**What is required**
In the data below, find every line with the word "points" and copy it out.

::: Supplied data :::

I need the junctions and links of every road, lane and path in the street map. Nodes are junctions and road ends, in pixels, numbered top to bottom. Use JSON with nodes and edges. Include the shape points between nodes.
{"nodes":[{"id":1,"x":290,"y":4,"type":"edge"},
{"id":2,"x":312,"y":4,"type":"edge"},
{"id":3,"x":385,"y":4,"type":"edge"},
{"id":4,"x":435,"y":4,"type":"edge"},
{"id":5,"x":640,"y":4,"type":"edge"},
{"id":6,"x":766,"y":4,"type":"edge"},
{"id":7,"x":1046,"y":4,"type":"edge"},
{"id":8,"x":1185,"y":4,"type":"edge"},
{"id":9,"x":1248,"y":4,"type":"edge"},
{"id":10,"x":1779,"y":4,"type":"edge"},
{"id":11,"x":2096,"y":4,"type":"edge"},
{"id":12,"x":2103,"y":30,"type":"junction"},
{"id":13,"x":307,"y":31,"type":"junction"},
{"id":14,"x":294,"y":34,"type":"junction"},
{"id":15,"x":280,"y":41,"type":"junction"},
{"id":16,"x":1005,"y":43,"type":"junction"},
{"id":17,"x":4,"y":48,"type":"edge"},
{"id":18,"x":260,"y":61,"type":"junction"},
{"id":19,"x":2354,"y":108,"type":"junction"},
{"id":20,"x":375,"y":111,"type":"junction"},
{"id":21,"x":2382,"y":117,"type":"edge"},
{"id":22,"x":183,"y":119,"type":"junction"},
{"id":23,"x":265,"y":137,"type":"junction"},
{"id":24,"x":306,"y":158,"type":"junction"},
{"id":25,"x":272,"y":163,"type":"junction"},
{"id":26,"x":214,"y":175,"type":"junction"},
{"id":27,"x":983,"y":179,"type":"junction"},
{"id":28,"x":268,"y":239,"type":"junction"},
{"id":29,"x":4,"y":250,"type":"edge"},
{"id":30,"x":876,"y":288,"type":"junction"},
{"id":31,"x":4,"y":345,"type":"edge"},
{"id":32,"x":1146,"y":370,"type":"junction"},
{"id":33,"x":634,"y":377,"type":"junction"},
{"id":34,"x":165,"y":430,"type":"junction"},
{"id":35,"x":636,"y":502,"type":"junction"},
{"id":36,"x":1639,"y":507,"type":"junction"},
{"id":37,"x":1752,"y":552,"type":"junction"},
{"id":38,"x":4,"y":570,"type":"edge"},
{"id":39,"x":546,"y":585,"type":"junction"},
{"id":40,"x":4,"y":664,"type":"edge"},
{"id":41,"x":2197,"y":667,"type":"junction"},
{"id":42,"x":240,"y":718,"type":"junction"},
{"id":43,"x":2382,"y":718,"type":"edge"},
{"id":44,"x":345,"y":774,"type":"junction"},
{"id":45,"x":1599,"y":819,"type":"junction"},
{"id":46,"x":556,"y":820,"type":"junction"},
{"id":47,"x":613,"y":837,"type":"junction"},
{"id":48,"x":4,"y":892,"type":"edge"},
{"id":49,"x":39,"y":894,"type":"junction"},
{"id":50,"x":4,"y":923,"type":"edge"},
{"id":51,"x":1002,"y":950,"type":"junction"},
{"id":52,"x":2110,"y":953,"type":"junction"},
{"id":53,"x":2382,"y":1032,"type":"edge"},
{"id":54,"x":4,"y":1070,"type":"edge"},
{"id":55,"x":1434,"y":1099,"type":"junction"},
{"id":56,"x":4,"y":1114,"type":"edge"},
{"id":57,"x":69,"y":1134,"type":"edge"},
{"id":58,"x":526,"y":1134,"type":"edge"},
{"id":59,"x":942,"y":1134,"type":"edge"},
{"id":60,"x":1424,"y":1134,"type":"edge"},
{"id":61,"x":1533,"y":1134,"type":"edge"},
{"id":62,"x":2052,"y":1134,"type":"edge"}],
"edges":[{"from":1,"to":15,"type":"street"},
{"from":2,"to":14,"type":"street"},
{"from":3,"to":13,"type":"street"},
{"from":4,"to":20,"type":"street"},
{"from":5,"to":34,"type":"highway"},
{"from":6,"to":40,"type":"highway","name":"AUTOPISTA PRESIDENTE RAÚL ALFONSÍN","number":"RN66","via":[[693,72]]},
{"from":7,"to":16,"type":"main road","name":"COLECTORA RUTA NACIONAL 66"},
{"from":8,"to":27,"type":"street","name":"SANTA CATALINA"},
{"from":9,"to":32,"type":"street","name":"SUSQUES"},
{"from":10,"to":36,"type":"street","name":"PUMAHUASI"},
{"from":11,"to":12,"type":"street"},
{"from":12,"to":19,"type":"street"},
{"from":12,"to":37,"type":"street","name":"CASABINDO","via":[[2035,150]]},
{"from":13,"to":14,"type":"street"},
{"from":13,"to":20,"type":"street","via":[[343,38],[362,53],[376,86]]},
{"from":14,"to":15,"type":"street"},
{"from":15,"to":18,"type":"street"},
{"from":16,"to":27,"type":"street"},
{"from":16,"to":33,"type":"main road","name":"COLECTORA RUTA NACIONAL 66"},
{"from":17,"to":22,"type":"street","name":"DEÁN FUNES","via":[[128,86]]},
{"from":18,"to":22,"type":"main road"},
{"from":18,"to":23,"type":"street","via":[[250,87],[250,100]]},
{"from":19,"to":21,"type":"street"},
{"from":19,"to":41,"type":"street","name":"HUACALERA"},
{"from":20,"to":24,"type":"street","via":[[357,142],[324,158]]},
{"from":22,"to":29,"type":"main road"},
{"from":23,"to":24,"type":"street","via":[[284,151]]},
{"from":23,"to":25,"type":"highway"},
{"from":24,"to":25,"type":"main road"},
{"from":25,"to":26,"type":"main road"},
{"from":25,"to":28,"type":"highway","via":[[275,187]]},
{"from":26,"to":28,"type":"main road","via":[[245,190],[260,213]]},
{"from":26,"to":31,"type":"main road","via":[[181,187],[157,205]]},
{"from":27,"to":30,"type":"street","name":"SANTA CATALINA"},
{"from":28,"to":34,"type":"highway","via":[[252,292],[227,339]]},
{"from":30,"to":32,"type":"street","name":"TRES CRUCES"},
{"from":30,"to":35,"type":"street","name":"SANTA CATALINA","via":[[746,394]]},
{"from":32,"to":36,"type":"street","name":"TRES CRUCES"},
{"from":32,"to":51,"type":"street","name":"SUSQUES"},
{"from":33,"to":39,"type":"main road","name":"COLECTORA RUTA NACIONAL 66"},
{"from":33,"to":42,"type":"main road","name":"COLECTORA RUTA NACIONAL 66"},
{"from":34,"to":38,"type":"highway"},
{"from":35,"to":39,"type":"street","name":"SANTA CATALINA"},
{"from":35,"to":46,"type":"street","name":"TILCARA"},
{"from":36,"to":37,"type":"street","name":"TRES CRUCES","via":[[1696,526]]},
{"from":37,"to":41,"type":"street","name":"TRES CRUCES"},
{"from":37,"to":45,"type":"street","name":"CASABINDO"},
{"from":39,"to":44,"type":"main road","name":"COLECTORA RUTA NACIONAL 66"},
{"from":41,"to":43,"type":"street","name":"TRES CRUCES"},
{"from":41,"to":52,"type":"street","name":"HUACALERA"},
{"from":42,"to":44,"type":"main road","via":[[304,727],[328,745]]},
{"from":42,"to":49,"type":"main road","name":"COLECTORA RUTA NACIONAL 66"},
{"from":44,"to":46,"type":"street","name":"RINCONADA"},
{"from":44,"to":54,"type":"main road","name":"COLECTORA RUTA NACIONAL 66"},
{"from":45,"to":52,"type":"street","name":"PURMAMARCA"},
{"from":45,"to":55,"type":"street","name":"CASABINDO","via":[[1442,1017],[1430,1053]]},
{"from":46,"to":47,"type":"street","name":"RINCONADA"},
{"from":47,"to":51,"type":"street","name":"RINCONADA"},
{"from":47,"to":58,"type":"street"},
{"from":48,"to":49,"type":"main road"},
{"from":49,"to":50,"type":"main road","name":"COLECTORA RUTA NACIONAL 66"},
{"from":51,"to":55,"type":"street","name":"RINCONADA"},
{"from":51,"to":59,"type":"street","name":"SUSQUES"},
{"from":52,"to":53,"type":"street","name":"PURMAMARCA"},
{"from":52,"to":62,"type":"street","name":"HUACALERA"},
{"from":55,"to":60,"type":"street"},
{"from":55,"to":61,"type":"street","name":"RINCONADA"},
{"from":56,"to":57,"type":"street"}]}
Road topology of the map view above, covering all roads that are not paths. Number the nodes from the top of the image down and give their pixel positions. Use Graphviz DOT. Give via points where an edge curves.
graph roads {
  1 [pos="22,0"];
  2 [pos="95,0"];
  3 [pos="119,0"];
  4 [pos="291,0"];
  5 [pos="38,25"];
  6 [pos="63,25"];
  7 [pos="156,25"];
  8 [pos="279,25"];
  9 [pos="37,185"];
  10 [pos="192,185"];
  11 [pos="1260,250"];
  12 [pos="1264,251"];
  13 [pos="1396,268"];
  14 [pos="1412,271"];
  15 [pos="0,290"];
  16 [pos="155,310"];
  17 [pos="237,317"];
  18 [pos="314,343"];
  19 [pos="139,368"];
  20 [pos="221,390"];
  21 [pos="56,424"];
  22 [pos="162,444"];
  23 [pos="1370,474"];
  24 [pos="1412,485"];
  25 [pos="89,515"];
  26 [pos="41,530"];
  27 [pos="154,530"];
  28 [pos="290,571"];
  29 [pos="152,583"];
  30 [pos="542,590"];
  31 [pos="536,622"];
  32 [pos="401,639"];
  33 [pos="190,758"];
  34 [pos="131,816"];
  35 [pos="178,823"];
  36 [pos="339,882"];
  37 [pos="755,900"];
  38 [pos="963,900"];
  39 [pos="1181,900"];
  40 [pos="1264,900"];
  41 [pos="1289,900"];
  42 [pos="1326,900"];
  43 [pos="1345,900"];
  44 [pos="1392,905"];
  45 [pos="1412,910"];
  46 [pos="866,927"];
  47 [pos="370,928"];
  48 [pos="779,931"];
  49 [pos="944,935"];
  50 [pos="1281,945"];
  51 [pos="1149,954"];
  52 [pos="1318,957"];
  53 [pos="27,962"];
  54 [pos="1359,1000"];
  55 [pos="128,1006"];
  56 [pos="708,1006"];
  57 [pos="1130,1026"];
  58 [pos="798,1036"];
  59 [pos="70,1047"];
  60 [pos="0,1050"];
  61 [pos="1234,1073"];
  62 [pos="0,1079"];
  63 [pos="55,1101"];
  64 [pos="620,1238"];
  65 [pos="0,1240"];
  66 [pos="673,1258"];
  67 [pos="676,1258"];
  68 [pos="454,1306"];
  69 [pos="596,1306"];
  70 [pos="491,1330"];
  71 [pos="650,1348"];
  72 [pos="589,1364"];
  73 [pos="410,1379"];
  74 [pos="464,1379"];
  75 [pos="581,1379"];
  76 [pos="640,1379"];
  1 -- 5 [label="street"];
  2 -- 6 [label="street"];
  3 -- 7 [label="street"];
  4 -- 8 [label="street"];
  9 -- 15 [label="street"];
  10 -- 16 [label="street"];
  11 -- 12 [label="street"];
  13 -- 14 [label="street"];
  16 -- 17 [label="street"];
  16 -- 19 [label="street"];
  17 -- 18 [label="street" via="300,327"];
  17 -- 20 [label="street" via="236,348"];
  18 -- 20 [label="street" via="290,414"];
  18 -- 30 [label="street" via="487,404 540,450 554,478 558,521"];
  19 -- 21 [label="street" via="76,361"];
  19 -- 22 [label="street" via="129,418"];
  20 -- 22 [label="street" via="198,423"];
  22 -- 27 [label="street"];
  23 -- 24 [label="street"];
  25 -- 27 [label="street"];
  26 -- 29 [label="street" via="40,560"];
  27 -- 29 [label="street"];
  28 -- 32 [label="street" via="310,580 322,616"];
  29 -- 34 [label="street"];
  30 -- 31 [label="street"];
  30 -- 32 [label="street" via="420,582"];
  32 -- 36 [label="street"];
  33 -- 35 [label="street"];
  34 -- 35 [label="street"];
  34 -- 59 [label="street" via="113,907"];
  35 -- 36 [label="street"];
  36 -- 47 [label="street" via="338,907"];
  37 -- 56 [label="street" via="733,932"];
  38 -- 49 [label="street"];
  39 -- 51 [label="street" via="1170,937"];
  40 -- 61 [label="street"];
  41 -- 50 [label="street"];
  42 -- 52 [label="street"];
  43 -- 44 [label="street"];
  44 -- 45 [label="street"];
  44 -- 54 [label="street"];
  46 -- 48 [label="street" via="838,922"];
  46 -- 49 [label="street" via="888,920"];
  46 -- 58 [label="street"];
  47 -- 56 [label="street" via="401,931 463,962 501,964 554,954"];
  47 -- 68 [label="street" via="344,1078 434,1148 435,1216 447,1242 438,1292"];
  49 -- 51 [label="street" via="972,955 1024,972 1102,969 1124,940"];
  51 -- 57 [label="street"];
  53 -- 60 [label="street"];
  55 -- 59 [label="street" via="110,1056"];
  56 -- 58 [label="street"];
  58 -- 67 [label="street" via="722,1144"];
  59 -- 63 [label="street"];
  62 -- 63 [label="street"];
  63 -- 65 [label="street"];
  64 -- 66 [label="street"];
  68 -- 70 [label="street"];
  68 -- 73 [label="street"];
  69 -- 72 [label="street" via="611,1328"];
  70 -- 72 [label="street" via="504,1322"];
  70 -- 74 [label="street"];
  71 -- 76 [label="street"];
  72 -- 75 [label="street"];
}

:::

**Solution to this problem**
I need the junctions and links of every road, lane and path in the street map. Nodes are junctions and road ends, in pixels, numbered top to bottom. Use JSON with nodes and edges. Include the shape points between nodes.
Road topology of the map view above, covering all roads that are not paths. Number the nodes from the top of the image down and give their pixel positions. Use Graphviz DOT. Give via points where an edge curves.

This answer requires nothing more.